- **WHAT IS BEING ASKED**
Copy every line of the data that contains the string "Εκάβης".

[Recorded data]

============================================================

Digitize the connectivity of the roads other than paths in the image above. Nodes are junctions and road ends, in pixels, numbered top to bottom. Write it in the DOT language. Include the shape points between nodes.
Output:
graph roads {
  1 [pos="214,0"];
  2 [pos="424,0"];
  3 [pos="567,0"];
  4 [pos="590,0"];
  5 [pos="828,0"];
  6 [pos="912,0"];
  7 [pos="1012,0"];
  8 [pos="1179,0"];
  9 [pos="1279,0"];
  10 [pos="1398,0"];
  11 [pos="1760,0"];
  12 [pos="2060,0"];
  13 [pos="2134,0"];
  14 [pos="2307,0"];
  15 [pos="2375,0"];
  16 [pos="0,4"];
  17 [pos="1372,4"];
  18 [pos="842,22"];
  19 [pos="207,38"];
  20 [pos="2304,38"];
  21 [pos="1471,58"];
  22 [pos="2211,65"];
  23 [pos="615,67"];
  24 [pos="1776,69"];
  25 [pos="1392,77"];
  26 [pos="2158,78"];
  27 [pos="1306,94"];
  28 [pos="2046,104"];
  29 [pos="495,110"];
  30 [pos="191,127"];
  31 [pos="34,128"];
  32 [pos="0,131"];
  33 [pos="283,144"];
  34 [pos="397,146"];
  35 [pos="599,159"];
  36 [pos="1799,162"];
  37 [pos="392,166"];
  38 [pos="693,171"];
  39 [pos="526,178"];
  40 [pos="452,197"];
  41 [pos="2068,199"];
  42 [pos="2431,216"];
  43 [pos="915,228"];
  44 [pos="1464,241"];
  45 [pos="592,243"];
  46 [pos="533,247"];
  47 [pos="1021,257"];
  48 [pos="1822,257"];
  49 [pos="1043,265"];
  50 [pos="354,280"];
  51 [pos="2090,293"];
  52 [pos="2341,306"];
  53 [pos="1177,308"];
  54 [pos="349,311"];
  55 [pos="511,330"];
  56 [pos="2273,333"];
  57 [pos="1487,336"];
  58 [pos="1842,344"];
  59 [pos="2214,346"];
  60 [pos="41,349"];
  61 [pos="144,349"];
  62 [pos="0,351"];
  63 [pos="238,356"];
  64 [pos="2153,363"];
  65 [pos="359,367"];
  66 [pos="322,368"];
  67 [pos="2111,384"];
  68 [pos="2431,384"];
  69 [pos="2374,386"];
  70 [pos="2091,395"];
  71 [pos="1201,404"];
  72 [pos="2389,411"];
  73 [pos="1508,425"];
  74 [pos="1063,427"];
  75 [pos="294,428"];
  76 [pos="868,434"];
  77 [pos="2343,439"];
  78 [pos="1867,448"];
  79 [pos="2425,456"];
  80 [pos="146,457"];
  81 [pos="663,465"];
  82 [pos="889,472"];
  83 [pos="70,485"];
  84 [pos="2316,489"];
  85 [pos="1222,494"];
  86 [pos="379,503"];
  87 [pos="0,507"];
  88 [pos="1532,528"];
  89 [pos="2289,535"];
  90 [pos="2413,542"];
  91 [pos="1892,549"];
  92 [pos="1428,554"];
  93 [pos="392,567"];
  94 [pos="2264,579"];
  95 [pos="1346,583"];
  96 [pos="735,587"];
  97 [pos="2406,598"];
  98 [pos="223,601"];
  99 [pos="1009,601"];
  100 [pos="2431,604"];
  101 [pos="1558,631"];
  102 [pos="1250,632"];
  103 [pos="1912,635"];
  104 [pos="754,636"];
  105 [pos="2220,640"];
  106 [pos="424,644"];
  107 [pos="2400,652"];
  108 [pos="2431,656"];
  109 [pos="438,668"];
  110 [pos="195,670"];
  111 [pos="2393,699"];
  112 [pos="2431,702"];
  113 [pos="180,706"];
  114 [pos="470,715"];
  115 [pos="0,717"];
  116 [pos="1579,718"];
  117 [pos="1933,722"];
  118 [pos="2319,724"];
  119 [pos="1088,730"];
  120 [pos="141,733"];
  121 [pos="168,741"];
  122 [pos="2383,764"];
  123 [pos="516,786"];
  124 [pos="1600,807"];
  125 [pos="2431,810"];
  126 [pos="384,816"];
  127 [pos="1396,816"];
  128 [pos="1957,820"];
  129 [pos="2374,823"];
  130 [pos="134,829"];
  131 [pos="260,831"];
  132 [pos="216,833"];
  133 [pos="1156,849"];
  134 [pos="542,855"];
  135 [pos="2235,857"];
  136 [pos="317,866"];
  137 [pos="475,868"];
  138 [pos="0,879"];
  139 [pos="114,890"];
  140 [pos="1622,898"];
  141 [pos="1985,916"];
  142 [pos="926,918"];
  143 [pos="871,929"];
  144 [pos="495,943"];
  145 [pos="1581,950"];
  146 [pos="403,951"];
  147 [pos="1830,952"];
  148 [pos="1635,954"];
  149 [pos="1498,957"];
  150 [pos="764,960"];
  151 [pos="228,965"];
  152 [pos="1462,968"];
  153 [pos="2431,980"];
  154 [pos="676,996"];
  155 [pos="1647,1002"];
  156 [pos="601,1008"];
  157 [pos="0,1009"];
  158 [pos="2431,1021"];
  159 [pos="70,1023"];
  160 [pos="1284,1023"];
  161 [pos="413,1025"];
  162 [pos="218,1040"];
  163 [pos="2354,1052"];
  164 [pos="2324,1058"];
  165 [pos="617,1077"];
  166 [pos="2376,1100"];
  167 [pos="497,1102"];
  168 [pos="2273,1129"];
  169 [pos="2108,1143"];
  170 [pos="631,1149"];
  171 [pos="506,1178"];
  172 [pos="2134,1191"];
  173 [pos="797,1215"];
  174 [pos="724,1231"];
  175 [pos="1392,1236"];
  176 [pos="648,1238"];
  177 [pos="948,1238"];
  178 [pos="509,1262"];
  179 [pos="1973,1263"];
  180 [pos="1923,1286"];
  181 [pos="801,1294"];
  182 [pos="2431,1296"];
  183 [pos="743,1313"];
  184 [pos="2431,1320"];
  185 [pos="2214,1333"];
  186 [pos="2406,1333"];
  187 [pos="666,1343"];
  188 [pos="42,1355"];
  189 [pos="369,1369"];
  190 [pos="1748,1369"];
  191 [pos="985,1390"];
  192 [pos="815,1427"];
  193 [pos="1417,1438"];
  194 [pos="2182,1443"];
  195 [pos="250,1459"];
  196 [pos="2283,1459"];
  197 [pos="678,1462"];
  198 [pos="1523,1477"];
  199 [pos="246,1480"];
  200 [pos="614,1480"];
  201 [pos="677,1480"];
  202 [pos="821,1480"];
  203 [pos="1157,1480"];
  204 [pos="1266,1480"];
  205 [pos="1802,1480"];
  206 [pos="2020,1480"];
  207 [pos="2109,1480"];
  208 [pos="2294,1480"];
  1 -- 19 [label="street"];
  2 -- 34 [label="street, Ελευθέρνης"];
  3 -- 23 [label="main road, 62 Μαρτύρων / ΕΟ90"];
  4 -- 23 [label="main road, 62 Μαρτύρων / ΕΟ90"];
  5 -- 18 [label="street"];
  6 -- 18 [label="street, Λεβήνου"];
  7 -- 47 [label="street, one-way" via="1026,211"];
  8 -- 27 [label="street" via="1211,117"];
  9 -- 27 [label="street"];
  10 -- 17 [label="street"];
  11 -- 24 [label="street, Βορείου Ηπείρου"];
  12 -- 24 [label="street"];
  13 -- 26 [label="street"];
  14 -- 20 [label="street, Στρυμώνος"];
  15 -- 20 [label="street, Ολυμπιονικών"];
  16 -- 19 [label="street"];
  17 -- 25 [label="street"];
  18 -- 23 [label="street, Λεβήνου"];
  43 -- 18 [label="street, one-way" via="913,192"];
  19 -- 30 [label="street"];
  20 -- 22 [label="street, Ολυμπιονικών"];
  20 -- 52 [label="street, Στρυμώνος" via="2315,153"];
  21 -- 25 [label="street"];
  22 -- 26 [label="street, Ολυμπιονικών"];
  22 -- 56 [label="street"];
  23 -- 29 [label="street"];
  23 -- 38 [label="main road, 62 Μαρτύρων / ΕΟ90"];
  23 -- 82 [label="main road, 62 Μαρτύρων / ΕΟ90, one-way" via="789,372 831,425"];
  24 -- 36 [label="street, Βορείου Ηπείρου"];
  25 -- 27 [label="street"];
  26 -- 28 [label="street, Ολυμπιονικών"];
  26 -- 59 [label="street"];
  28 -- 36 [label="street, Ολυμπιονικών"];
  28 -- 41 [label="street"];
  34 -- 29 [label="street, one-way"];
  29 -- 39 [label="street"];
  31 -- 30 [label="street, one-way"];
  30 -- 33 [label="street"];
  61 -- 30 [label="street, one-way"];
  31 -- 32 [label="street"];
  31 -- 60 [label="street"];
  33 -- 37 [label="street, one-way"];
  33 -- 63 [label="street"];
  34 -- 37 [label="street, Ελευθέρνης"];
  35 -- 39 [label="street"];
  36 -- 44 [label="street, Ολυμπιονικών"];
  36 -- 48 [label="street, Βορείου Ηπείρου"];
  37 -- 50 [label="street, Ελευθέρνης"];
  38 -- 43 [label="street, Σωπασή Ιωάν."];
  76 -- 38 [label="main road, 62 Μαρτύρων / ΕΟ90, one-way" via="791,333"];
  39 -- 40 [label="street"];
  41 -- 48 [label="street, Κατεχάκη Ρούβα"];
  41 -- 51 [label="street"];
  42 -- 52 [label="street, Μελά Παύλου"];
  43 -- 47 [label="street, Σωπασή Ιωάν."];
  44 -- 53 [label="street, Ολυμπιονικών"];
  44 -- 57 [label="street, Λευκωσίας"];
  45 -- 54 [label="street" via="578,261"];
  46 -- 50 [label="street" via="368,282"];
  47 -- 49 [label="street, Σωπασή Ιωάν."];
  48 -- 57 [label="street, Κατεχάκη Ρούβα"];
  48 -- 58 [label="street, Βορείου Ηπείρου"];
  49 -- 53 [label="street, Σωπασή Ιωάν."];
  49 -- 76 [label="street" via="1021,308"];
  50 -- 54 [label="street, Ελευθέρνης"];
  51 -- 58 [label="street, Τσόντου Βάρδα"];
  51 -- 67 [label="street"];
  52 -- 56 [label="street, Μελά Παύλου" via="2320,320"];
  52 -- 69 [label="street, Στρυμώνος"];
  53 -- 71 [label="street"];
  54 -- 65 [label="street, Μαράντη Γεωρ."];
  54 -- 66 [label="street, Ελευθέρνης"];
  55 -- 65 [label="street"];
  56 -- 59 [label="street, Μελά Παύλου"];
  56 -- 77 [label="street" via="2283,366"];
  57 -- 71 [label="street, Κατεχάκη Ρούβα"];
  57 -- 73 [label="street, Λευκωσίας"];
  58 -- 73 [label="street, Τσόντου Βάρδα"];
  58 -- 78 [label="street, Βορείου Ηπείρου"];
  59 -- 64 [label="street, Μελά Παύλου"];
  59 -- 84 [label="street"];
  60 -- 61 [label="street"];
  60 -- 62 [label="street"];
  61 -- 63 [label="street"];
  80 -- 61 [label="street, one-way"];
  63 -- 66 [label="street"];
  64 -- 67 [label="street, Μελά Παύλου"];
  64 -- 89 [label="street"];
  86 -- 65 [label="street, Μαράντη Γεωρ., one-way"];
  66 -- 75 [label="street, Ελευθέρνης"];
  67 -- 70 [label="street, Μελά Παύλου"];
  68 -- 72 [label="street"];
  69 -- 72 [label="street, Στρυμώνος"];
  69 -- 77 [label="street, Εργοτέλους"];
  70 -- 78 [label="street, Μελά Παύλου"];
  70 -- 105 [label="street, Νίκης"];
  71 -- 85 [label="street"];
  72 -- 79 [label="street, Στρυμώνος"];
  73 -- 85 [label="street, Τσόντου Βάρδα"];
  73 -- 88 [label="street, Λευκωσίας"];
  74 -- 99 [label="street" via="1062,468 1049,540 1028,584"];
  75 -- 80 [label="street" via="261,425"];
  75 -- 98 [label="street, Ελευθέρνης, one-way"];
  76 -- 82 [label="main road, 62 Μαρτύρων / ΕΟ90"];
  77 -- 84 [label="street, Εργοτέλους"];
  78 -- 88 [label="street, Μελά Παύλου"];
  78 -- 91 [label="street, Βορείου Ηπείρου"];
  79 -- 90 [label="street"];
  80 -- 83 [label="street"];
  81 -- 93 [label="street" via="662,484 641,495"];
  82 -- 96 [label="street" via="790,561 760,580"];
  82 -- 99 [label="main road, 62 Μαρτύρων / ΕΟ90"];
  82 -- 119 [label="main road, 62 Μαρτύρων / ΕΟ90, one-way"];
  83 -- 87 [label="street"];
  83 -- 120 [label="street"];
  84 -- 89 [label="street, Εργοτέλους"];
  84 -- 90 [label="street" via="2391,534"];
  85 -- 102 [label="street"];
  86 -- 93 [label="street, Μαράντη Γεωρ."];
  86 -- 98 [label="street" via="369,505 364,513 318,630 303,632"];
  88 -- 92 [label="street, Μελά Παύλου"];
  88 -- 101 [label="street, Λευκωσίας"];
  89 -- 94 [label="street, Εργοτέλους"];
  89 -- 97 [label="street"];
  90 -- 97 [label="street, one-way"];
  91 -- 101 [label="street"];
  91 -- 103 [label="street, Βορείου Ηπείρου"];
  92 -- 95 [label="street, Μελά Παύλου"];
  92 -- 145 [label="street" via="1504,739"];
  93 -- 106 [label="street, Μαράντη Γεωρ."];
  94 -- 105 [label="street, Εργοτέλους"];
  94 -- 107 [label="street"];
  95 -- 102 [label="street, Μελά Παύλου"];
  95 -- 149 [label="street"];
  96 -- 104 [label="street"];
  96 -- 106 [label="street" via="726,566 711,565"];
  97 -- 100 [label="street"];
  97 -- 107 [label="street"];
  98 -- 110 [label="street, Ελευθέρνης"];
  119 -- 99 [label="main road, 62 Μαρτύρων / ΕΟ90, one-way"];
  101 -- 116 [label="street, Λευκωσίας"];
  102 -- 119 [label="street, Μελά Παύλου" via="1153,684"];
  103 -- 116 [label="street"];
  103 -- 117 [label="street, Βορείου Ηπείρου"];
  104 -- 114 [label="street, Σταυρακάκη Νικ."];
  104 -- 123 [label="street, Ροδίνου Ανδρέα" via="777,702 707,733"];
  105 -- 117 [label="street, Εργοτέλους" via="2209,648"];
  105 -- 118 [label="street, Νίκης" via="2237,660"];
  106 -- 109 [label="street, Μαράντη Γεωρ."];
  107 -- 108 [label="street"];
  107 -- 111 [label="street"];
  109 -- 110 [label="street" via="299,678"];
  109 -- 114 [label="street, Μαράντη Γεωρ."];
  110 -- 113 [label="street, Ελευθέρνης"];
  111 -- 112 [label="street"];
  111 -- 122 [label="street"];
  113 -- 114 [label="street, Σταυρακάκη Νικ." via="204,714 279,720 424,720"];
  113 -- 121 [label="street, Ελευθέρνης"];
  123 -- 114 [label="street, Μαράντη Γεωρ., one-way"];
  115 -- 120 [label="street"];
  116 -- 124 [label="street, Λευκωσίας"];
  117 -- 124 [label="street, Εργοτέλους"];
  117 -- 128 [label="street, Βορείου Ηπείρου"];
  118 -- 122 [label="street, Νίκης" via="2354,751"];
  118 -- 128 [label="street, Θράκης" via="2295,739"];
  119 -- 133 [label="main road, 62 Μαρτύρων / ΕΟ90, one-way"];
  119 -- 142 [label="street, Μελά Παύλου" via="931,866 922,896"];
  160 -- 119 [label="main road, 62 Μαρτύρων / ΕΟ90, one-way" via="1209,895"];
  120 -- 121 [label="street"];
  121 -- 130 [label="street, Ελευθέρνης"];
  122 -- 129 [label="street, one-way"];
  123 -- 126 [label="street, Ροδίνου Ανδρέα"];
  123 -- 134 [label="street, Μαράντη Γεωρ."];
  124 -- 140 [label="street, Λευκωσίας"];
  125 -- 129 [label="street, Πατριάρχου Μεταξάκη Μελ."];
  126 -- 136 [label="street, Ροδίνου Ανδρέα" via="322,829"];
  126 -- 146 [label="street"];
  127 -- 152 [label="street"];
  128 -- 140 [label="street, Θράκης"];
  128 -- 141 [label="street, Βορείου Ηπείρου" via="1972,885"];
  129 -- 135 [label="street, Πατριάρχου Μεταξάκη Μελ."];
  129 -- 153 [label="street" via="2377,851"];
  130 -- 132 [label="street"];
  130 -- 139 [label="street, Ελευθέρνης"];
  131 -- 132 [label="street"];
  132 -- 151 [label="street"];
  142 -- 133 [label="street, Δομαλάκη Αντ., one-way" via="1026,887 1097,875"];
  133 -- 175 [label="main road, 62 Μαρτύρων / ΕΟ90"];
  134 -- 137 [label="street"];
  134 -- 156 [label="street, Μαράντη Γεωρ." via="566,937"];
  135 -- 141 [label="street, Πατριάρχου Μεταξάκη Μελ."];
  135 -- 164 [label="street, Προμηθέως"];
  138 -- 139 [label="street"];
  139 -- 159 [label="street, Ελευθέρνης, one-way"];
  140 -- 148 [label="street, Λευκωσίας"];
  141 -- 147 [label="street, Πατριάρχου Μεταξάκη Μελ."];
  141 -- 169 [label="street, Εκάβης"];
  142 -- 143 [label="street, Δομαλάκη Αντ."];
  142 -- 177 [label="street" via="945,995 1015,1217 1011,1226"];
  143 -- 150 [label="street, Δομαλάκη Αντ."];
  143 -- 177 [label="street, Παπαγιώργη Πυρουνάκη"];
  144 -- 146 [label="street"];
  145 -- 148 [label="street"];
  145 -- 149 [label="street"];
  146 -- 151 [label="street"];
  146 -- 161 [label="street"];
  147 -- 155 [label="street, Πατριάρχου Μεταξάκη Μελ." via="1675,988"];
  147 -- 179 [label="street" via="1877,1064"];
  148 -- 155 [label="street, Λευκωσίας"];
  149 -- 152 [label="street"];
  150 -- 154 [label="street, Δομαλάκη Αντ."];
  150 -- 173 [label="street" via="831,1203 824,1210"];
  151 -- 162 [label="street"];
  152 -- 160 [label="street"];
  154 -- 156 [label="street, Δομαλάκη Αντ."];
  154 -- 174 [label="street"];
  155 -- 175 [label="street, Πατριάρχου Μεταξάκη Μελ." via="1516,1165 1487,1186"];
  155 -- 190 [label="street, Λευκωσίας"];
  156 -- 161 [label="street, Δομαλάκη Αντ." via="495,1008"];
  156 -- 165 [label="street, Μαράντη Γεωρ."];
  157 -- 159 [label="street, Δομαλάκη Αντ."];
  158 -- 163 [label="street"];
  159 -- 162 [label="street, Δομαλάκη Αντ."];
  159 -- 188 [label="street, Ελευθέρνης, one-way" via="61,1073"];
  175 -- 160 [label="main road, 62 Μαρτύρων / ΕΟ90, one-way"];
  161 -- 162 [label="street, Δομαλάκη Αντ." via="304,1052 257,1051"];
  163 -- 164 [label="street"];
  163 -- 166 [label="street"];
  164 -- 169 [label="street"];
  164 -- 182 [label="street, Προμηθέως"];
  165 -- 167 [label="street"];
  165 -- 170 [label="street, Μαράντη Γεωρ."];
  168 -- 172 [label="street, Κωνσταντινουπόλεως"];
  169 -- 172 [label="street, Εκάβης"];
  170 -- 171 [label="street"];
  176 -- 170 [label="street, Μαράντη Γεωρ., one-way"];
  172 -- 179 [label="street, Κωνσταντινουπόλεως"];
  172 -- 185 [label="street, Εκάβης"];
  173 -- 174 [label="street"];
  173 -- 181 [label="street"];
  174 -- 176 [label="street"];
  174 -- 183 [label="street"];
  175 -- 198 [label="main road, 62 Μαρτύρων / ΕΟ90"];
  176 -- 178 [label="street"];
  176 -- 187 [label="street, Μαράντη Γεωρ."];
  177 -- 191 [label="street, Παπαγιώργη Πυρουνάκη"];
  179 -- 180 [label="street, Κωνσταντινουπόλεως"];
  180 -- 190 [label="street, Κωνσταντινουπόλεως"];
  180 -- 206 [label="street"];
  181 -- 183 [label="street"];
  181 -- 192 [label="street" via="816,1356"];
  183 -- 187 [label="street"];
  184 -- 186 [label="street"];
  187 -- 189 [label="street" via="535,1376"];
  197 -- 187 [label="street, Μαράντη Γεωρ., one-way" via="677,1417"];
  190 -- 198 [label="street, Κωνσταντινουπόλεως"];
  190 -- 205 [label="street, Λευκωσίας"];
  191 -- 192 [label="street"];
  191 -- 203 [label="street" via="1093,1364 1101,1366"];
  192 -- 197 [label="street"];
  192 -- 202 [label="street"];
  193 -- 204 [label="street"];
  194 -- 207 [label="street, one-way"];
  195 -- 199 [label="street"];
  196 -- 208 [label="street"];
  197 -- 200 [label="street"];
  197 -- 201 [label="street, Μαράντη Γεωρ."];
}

============================================================

- **YOUR RESPONSE**
  141 -- 169 [label="street, Εκάβης"];
  169 -- 172 [label="street, Εκάβης"];
  172 -- 185 [label="street, Εκάβης"];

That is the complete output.